C) Medullary Carcinoma (5 %)
- From parafollicular C cells of thyroid.
- C cells retain ability to secrete calcitonin → diagnostic + tumor marker.
- Sporadic (adults) or familial (MEN-2A/2B → younger patients).
- RET proto-oncogene mutation in both forms.
Morphology
- Solitary nodule or multifocal in both lobes.
- Amyloid deposits in stroma (calcitonin-derived; Congo red positive with apple-green birefringence).
- Familial form: multicentric C-cell hyperplasia.
Clinical
- Cervical LN metastasis; distant rare.
- No hypocalcemia despite ↑ calcitonin (compensation).
- Tx: thyroidectomy (total).
- MEN-2 → screen for pheochromocytoma + parathyroid disease.
D) Anaplastic Carcinoma (< 5 %)
- Most aggressive thyroid malignancy.
- Older patients (~65 yr).
- Causes: from multinodular goiter or differentiated carcinoma (dedifferentiation).
- Histology: highly infiltrative anaplastic cells.
- Death in < 1 yr from aggressive local growth (airway compression).
3. Summary Table
| Type | % | Origin | Spread | Key features | Prognosis |
|---|---|---|---|---|---|
| Papillary | 85 % | Follicular cells | Lymphatic | Orphan Annie nuclei + psammoma bodies + nuclear grooves; radiation; BRAF, RET/PTC | Excellent |
| Follicular | 5–15 % | Follicular cells | Hematogenous (lung, bone, liver) | Encapsulated; capsular + vascular invasion distinguishes from adenoma; iodine deficiency | Good |
| Medullary | 5 % | Parafollicular C cells | LN | Calcitonin • amyloid (Congo red); RET; MEN-2 | Variable |
| Anaplastic | < 5 % | Undifferentiated | Aggressive local | Older patients, dedifferentiated, p53 | Very poor (< 1 yr) |
💡 High-yield: Follicular adenoma = benign, encapsulated, cold nodule more often malignant; toxic = hot, thyrotoxicosis.
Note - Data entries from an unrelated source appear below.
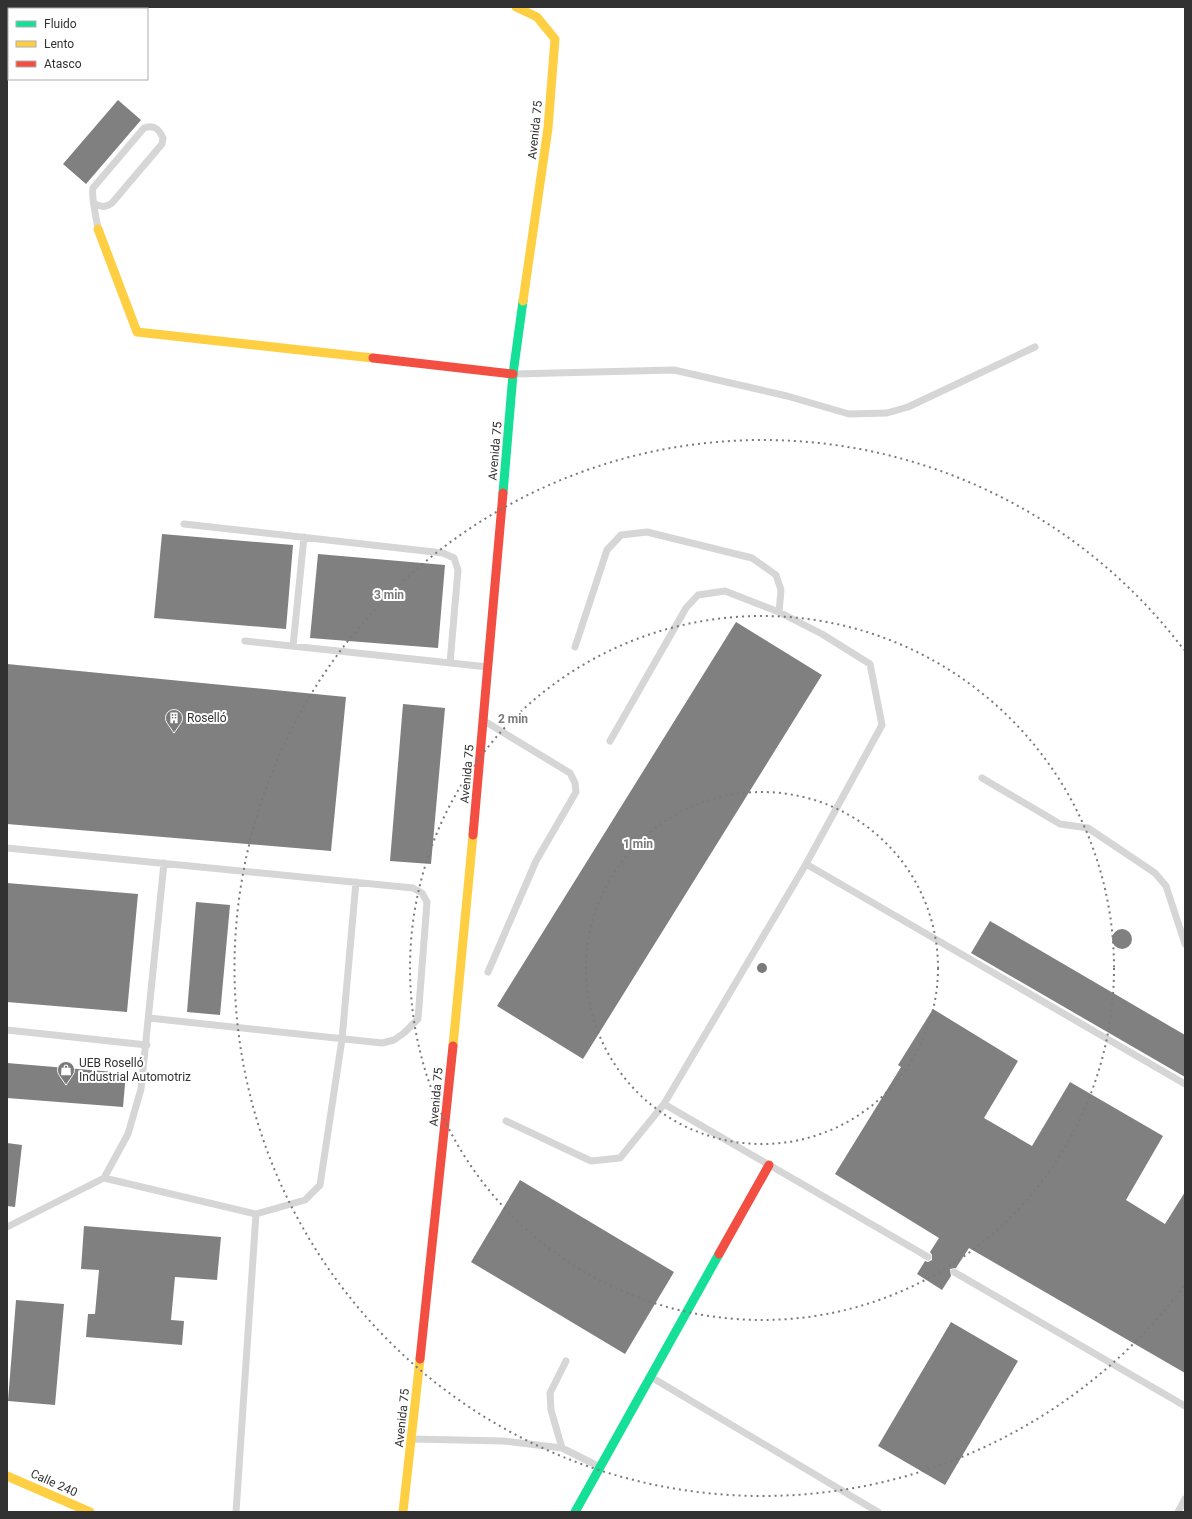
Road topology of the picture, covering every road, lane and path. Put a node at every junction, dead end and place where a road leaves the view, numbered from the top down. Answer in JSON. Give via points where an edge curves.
{"nodes":[{"id":1,"x":516,"y":7,"type":"edge"},
{"id":2,"x":95,"y":204,"type":"junction"},
{"id":3,"x":98,"y":228,"type":"joint"},
{"id":4,"x":1035,"y":347,"type":"dead end"},
{"id":5,"x":513,"y":374,"type":"junction"},
{"id":6,"x":184,"y":524,"type":"dead end"},
{"id":7,"x":304,"y":537,"type":"junction"},
{"id":8,"x":779,"y":612,"type":"junction"},
{"id":9,"x":245,"y":641,"type":"dead end"},
{"id":10,"x":293,"y":646,"type":"junction"},
{"id":11,"x":575,"y":647,"type":"dead end"},
{"id":12,"x":450,"y":663,"type":"junction"},
{"id":13,"x":488,"y":667,"type":"junction"},
{"id":14,"x":484,"y":721,"type":"junction"},
{"id":15,"x":610,"y":741,"type":"dead end"},
{"id":16,"x":982,"y":778,"type":"dead end"},
{"id":17,"x":7,"y":848,"type":"edge"},
{"id":18,"x":164,"y":864,"type":"junction"},
{"id":19,"x":806,"y":864,"type":"junction"},
{"id":20,"x":356,"y":882,"type":"junction"},
{"id":21,"x":1185,"y":944,"type":"edge"},
{"id":22,"x":488,"y":972,"type":"dead end"},
{"id":23,"x":149,"y":1018,"type":"junction"},
{"id":24,"x":7,"y":1030,"type":"edge"},
{"id":25,"x":342,"y":1039,"type":"junction"},
{"id":26,"x":147,"y":1045,"type":"junction"},
{"id":27,"x":1185,"y":1084,"type":"edge"},
{"id":28,"x":664,"y":1104,"type":"junction"},
{"id":29,"x":506,"y":1120,"type":"dead end"},
{"id":30,"x":769,"y":1165,"type":"junction"},
{"id":31,"x":104,"y":1178,"type":"junction"},
{"id":32,"x":256,"y":1214,"type":"junction"},
{"id":33,"x":7,"y":1227,"type":"edge"},
{"id":34,"x":928,"y":1257,"type":"dead end"},
{"id":35,"x":954,"y":1272,"type":"dead end"},
{"id":36,"x":566,"y":1361,"type":"dead end"},
{"id":37,"x":651,"y":1377,"type":"junction"},
{"id":38,"x":1185,"y":1406,"type":"edge"},
{"id":39,"x":411,"y":1439,"type":"junction"},
{"id":40,"x":562,"y":1448,"type":"junction"},
{"id":41,"x":600,"y":1468,"type":"junction"},
{"id":42,"x":7,"y":1476,"type":"edge"},
{"id":43,"x":1185,"y":1499,"type":"edge"},
{"id":44,"x":90,"y":1512,"type":"edge"},
{"id":45,"x":236,"y":1512,"type":"edge"},
{"id":46,"x":403,"y":1512,"type":"edge"},
{"id":47,"x":575,"y":1512,"type":"edge"},
{"id":48,"x":878,"y":1512,"type":"edge"},
{"id":49,"x":1178,"y":1512,"type":"edge"}],
"edges":[{"from":1,"to":5,"type":"street","name":"Avenida 75","via":[[537,17],[555,39],[548,128]]},
{"from":2,"to":2,"type":"lane","via":[[92,199],[93,188],[144,128],[155,127],[163,138],[162,144],[112,203],[107,207]]},
{"from":2,"to":3,"type":"lane"},
{"from":3,"to":5,"type":"street","via":[[137,332]]},
{"from":4,"to":5,"type":"lane","via":[[908,407],[887,413],[849,414],[787,396],[674,370]]},
{"from":5,"to":13,"type":"street","name":"Avenida 75"},
{"from":6,"to":7,"type":"lane"},
{"from":7,"to":10,"type":"lane"},
{"from":7,"to":12,"type":"lane","via":[[442,553],[454,558],[458,570]]},
{"from":8,"to":11,"type":"lane","via":[[781,590],[776,575],[752,558],[647,532],[621,535],[607,550]]},
{"from":8,"to":15,"type":"lane","via":[[725,591],[698,595],[686,608]]},
{"from":8,"to":19,"type":"lane","via":[[822,634],[870,664],[882,725]]},
{"from":9,"to":10,"type":"lane"},
{"from":10,"to":12,"type":"lane"},
{"from":12,"to":13,"type":"lane"},
{"from":13,"to":14,"type":"street","name":"Avenida 75"},
{"from":14,"to":22,"type":"lane","via":[[570,773],[576,792],[536,861]]},
{"from":14,"to":39,"type":"street","name":"Avenida 75","via":[[436,1219]]},
{"from":16,"to":21,"type":"lane","via":[[1060,824],[1088,828],[1155,874],[1166,886]]},
{"from":17,"to":18,"type":"lane"},
{"from":18,"to":20,"type":"lane"},
{"from":18,"to":23,"type":"lane"},
{"from":19,"to":27,"type":"lane"},
{"from":19,"to":28,"type":"lane"},
{"from":20,"to":25,"type":"lane"},
{"from":20,"to":25,"type":"lane","via":[[413,888],[422,893],[427,902],[418,1018],[394,1040],[382,1043]]},
{"from":23,"to":25,"type":"lane"},
{"from":23,"to":26,"type":"lane"},
{"from":24,"to":26,"type":"lane"},
{"from":25,"to":32,"type":"lane","via":[[320,1185],[304,1200]]},
{"from":26,"to":31,"type":"lane","via":[[141,1089],[128,1134]]},
{"from":28,"to":29,"type":"lane","via":[[620,1158],[591,1161]]},
{"from":28,"to":30,"type":"lane"},
{"from":30,"to":34,"type":"lane"},
{"from":30,"to":37,"type":"street"},
{"from":31,"to":32,"type":"lane"},
{"from":31,"to":33,"type":"lane"},
{"from":32,"to":45,"type":"lane"},
{"from":35,"to":38,"type":"lane"},
{"from":36,"to":40,"type":"lane","via":[[550,1393],[551,1410]]},
{"from":37,"to":41,"type":"street"},
{"from":37,"to":48,"type":"lane"},
{"from":39,"to":40,"type":"lane","via":[[503,1441]]},
{"from":39,"to":46,"type":"street","name":"Avenida 75"},
{"from":40,"to":41,"type":"lane"},
{"from":41,"to":47,"type":"street"},
{"from":42,"to":44,"type":"street","name":"Calle 240"},
{"from":43,"to":49,"type":"lane"}]}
Diagnosis = FNAB. Papillary = #1 (>85 %), radiation, Orphan Annie nuclei + psammoma bodies + nuclear grooves + pseudoinclusions, lymphatic, BRAF/RET/PTC, excellent prognosis. Follicular = iodine deficiency, encapsulated, capsular + vascular invasion required for dx, hematogenous to lung/bone/liver. Medullary = C cells, calcitonin + amyloid (Congo red), RET (MEN-2). Anaplastic = old, undifferentiated, death in <1 yr.